Problem to work on: An exact copy of the entries, with every picture omitted, is what is needed here.

Records to use:

^^^^

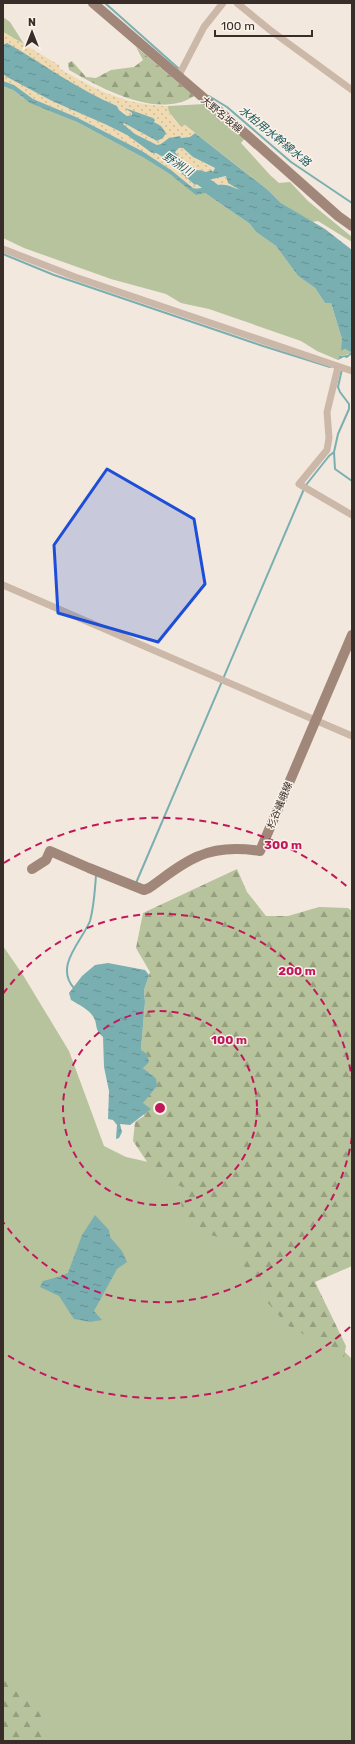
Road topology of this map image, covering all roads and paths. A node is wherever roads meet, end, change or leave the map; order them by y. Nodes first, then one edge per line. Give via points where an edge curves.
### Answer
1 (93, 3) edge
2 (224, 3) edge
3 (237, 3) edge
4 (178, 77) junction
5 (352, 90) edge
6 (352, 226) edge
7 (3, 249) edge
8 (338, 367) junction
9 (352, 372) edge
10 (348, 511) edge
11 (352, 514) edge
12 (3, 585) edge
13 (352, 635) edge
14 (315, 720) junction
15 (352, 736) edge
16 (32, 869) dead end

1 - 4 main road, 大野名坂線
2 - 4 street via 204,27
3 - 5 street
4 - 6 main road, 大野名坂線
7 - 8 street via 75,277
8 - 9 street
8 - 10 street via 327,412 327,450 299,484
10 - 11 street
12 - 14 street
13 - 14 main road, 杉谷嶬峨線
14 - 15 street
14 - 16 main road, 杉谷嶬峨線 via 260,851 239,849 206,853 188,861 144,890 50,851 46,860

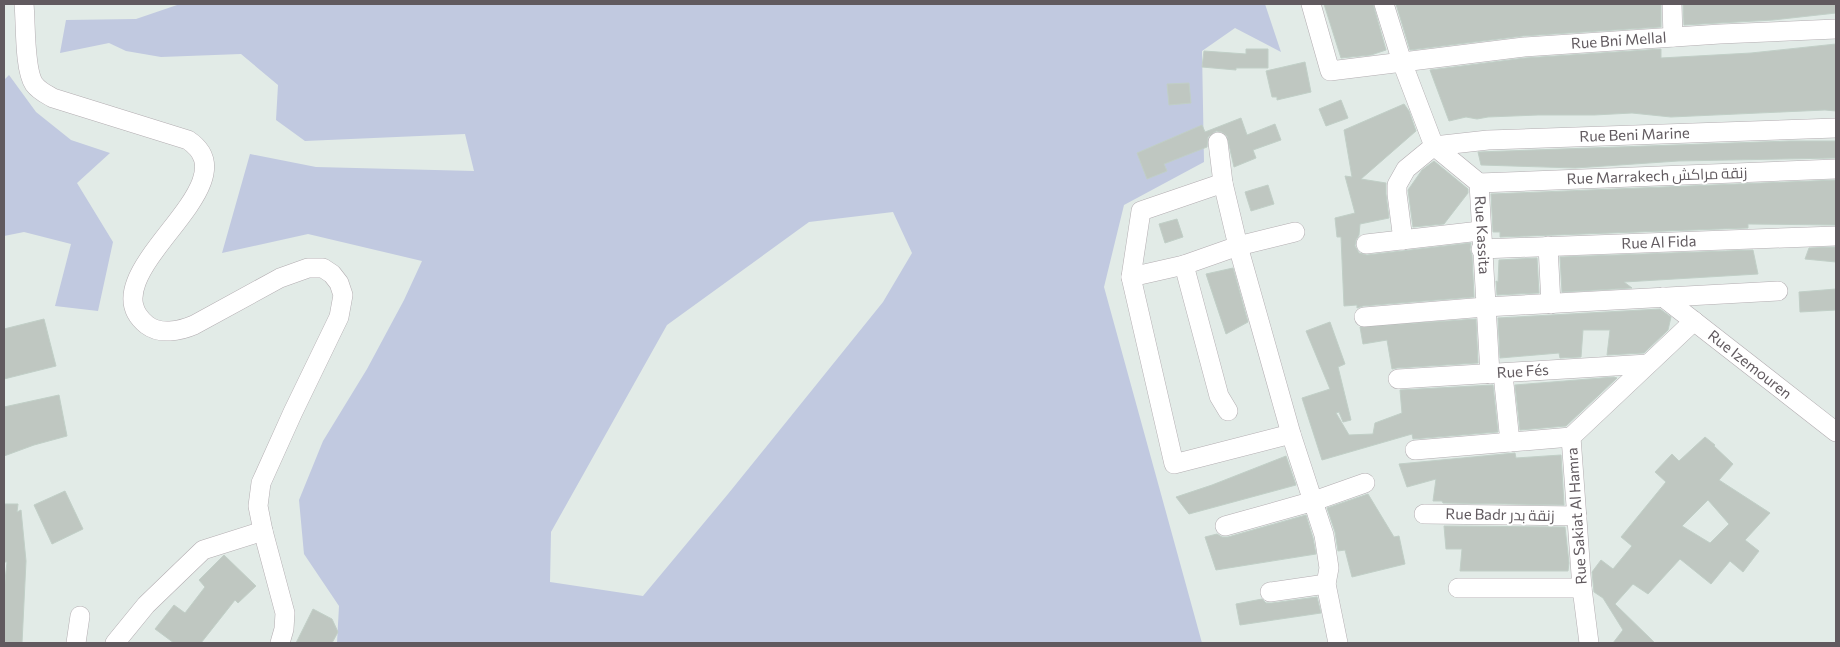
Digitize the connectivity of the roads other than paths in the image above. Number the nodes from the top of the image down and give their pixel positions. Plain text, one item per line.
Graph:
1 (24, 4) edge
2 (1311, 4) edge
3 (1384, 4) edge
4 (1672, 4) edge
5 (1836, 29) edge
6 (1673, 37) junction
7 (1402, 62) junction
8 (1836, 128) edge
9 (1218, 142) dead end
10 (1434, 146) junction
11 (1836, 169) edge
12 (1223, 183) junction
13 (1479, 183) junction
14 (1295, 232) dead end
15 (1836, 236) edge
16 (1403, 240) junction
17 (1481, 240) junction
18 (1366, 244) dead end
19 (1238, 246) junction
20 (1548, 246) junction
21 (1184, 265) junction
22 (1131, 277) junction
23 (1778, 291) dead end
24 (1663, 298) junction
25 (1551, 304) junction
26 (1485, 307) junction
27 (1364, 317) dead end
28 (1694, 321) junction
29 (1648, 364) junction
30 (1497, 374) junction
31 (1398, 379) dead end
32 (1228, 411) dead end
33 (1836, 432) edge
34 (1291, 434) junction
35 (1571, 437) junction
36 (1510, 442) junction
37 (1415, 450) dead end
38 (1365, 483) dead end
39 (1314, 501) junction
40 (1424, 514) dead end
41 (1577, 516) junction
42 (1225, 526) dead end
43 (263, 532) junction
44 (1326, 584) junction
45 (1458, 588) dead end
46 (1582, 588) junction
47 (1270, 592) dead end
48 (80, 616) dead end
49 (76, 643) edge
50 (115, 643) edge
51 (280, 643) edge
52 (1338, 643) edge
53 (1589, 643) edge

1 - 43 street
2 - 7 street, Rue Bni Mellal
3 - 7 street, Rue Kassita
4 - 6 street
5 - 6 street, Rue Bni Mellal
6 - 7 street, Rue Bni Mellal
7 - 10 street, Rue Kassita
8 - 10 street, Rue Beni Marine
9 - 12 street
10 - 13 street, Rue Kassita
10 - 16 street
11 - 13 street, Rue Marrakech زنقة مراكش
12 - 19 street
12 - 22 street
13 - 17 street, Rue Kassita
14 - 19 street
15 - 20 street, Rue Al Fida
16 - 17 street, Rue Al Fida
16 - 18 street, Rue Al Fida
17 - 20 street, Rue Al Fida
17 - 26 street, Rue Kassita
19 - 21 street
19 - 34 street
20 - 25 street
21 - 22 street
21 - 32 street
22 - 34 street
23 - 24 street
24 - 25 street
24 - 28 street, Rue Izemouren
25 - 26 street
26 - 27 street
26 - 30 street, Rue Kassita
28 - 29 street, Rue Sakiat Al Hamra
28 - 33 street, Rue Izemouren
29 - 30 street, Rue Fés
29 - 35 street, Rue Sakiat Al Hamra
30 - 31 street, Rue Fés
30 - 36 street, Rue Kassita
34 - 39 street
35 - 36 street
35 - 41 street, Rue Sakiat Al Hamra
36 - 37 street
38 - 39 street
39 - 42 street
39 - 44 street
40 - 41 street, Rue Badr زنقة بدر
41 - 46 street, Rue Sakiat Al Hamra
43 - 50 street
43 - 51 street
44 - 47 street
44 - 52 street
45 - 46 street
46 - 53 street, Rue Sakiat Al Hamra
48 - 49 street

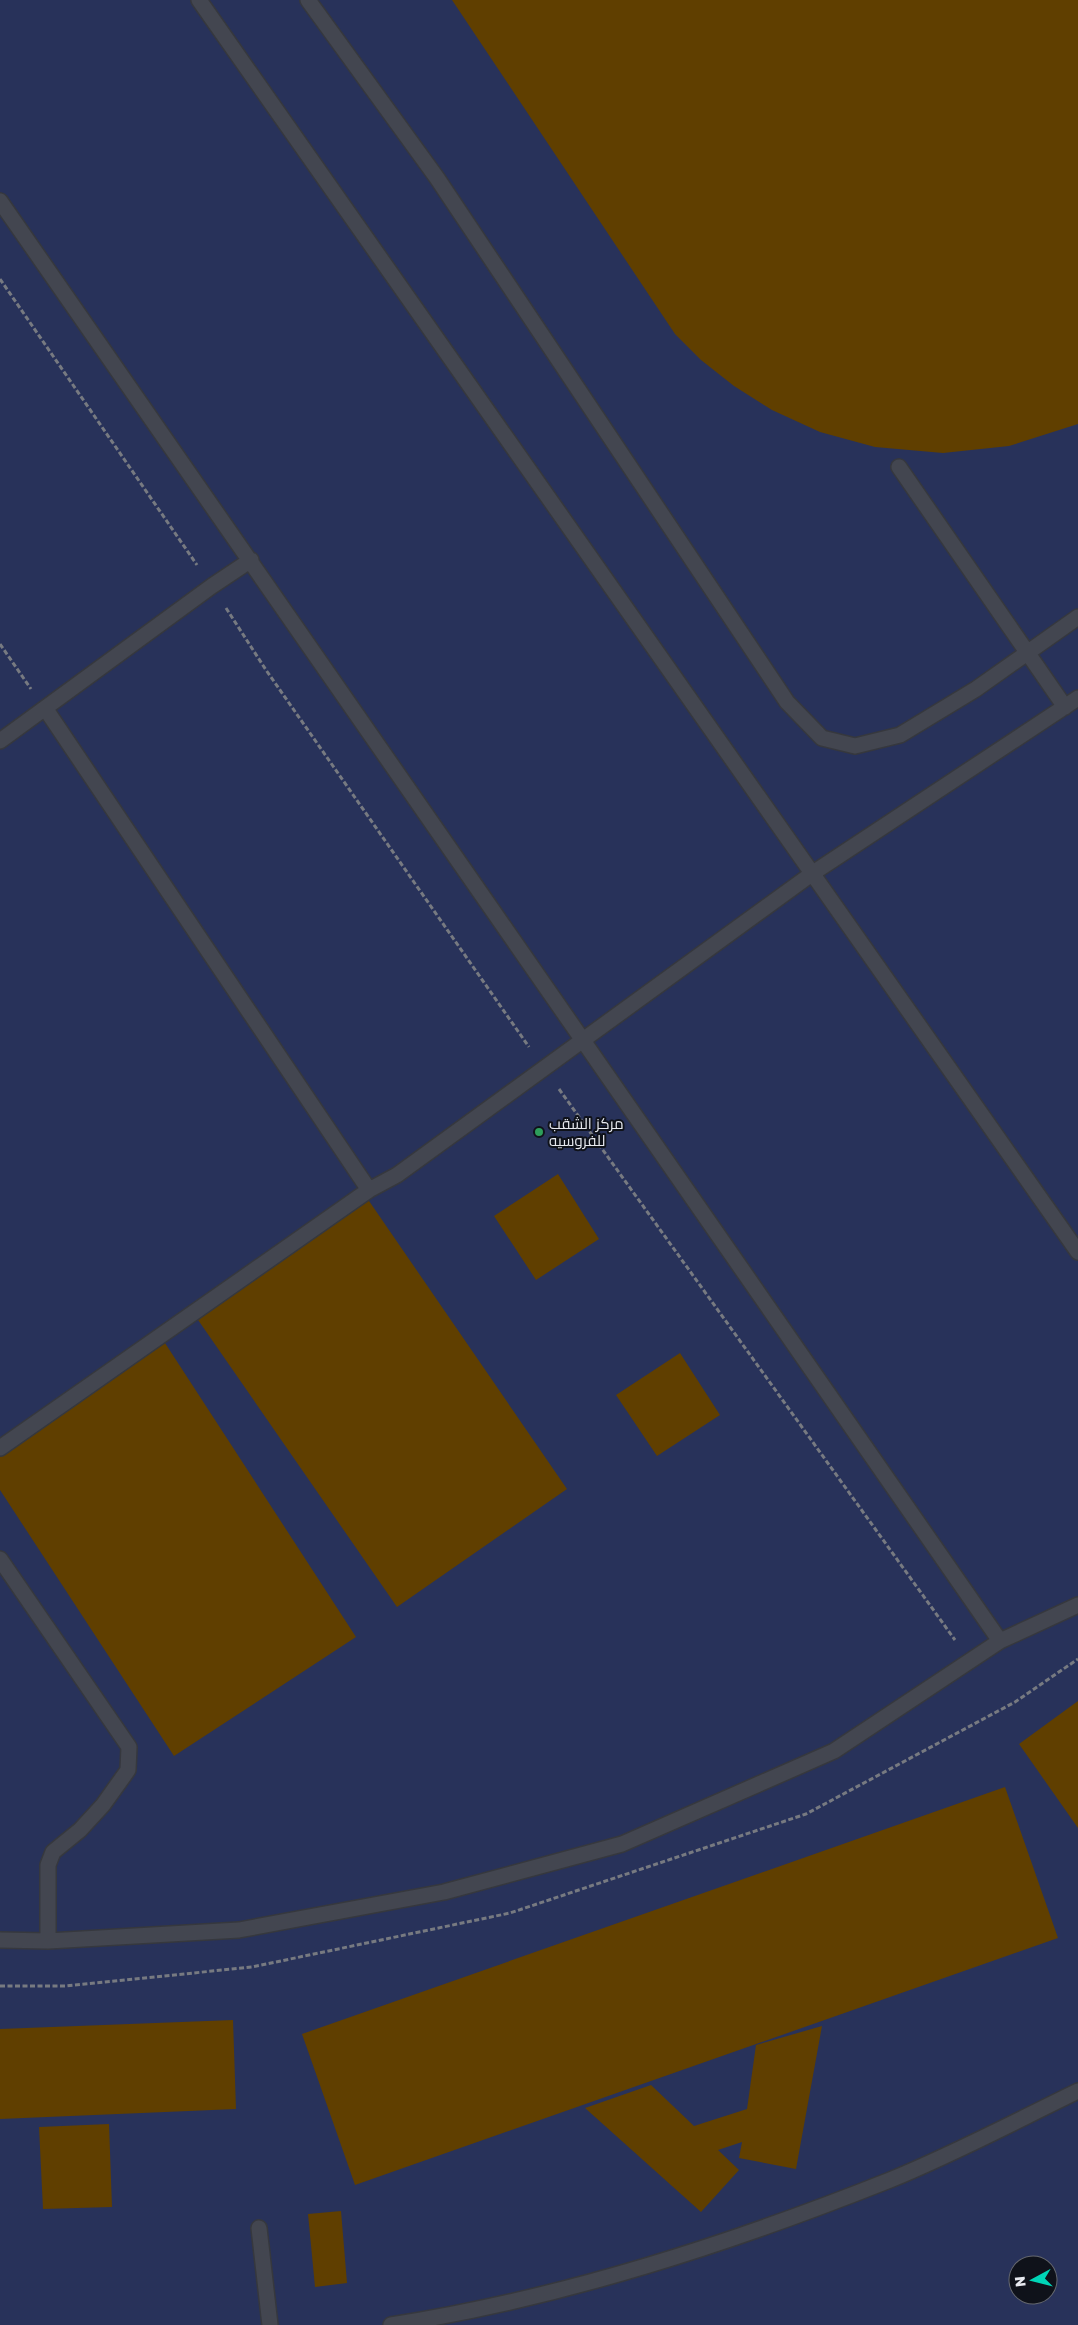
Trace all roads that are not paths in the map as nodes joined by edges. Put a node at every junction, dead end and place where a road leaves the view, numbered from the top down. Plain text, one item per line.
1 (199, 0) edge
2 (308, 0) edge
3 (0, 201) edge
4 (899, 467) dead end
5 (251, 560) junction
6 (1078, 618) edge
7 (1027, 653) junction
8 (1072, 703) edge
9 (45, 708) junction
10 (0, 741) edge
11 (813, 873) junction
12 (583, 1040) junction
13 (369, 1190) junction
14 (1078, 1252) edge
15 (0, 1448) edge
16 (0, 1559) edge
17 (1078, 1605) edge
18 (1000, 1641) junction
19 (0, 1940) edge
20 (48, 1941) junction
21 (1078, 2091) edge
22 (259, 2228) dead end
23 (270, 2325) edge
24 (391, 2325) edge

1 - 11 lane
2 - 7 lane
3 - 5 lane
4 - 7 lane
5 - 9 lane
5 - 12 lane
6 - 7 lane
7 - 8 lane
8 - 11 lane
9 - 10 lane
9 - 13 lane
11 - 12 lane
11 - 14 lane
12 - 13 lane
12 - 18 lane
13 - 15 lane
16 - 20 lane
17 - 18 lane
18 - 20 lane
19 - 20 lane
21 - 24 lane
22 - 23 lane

^^^^

Expected answer:
Road topology of this map image, covering all roads and paths. A node is wherever roads meet, end, change or leave the map; order them by y. Nodes first, then one edge per line. Give via points where an edge curves.
### Answer
1 (93, 3) edge
2 (224, 3) edge
3 (237, 3) edge
4 (178, 77) junction
5 (352, 90) edge
6 (352, 226) edge
7 (3, 249) edge
8 (338, 367) junction
9 (352, 372) edge
10 (348, 511) edge
11 (352, 514) edge
12 (3, 585) edge
13 (352, 635) edge
14 (315, 720) junction
15 (352, 736) edge
16 (32, 869) dead end

1 - 4 main road, 大野名坂線
2 - 4 street via 204,27
3 - 5 street
4 - 6 main road, 大野名坂線
7 - 8 street via 75,277
8 - 9 street
8 - 10 street via 327,412 327,450 299,484
10 - 11 street
12 - 14 street
13 - 14 main road, 杉谷嶬峨線
14 - 15 street
14 - 16 main road, 杉谷嶬峨線 via 260,851 239,849 206,853 188,861 144,890 50,851 46,860

Digitize the connectivity of the roads other than paths in the image above. Number the nodes from the top of the image down and give their pixel positions. Plain text, one item per line.
Graph:
1 (24, 4) edge
2 (1311, 4) edge
3 (1384, 4) edge
4 (1672, 4) edge
5 (1836, 29) edge
6 (1673, 37) junction
7 (1402, 62) junction
8 (1836, 128) edge
9 (1218, 142) dead end
10 (1434, 146) junction
11 (1836, 169) edge
12 (1223, 183) junction
13 (1479, 183) junction
14 (1295, 232) dead end
15 (1836, 236) edge
16 (1403, 240) junction
17 (1481, 240) junction
18 (1366, 244) dead end
19 (1238, 246) junction
20 (1548, 246) junction
21 (1184, 265) junction
22 (1131, 277) junction
23 (1778, 291) dead end
24 (1663, 298) junction
25 (1551, 304) junction
26 (1485, 307) junction
27 (1364, 317) dead end
28 (1694, 321) junction
29 (1648, 364) junction
30 (1497, 374) junction
31 (1398, 379) dead end
32 (1228, 411) dead end
33 (1836, 432) edge
34 (1291, 434) junction
35 (1571, 437) junction
36 (1510, 442) junction
37 (1415, 450) dead end
38 (1365, 483) dead end
39 (1314, 501) junction
40 (1424, 514) dead end
41 (1577, 516) junction
42 (1225, 526) dead end
43 (263, 532) junction
44 (1326, 584) junction
45 (1458, 588) dead end
46 (1582, 588) junction
47 (1270, 592) dead end
48 (80, 616) dead end
49 (76, 643) edge
50 (115, 643) edge
51 (280, 643) edge
52 (1338, 643) edge
53 (1589, 643) edge

1 - 43 street
2 - 7 street, Rue Bni Mellal
3 - 7 street, Rue Kassita
4 - 6 street
5 - 6 street, Rue Bni Mellal
6 - 7 street, Rue Bni Mellal
7 - 10 street, Rue Kassita
8 - 10 street, Rue Beni Marine
9 - 12 street
10 - 13 street, Rue Kassita
10 - 16 street
11 - 13 street, Rue Marrakech زنقة مراكش
12 - 19 street
12 - 22 street
13 - 17 street, Rue Kassita
14 - 19 street
15 - 20 street, Rue Al Fida
16 - 17 street, Rue Al Fida
16 - 18 street, Rue Al Fida
17 - 20 street, Rue Al Fida
17 - 26 street, Rue Kassita
19 - 21 street
19 - 34 street
20 - 25 street
21 - 22 street
21 - 32 street
22 - 34 street
23 - 24 street
24 - 25 street
24 - 28 street, Rue Izemouren
25 - 26 street
26 - 27 street
26 - 30 street, Rue Kassita
28 - 29 street, Rue Sakiat Al Hamra
28 - 33 street, Rue Izemouren
29 - 30 street, Rue Fés
29 - 35 street, Rue Sakiat Al Hamra
30 - 31 street, Rue Fés
30 - 36 street, Rue Kassita
34 - 39 street
35 - 36 street
35 - 41 street, Rue Sakiat Al Hamra
36 - 37 street
38 - 39 street
39 - 42 street
39 - 44 street
40 - 41 street, Rue Badr زنقة بدر
41 - 46 street, Rue Sakiat Al Hamra
43 - 50 street
43 - 51 street
44 - 47 street
44 - 52 street
45 - 46 street
46 - 53 street, Rue Sakiat Al Hamra
48 - 49 street

Trace all roads that are not paths in the map as nodes joined by edges. Put a node at every junction, dead end and place where a road leaves the view, numbered from the top down. Plain text, one item per line.
1 (199, 0) edge
2 (308, 0) edge
3 (0, 201) edge
4 (899, 467) dead end
5 (251, 560) junction
6 (1078, 618) edge
7 (1027, 653) junction
8 (1072, 703) edge
9 (45, 708) junction
10 (0, 741) edge
11 (813, 873) junction
12 (583, 1040) junction
13 (369, 1190) junction
14 (1078, 1252) edge
15 (0, 1448) edge
16 (0, 1559) edge
17 (1078, 1605) edge
18 (1000, 1641) junction
19 (0, 1940) edge
20 (48, 1941) junction
21 (1078, 2091) edge
22 (259, 2228) dead end
23 (270, 2325) edge
24 (391, 2325) edge

1 - 11 lane
2 - 7 lane
3 - 5 lane
4 - 7 lane
5 - 9 lane
5 - 12 lane
6 - 7 lane
7 - 8 lane
8 - 11 lane
9 - 10 lane
9 - 13 lane
11 - 12 lane
11 - 14 lane
12 - 13 lane
12 - 18 lane
13 - 15 lane
16 - 20 lane
17 - 18 lane
18 - 20 lane
19 - 20 lane
21 - 24 lane
22 - 23 lane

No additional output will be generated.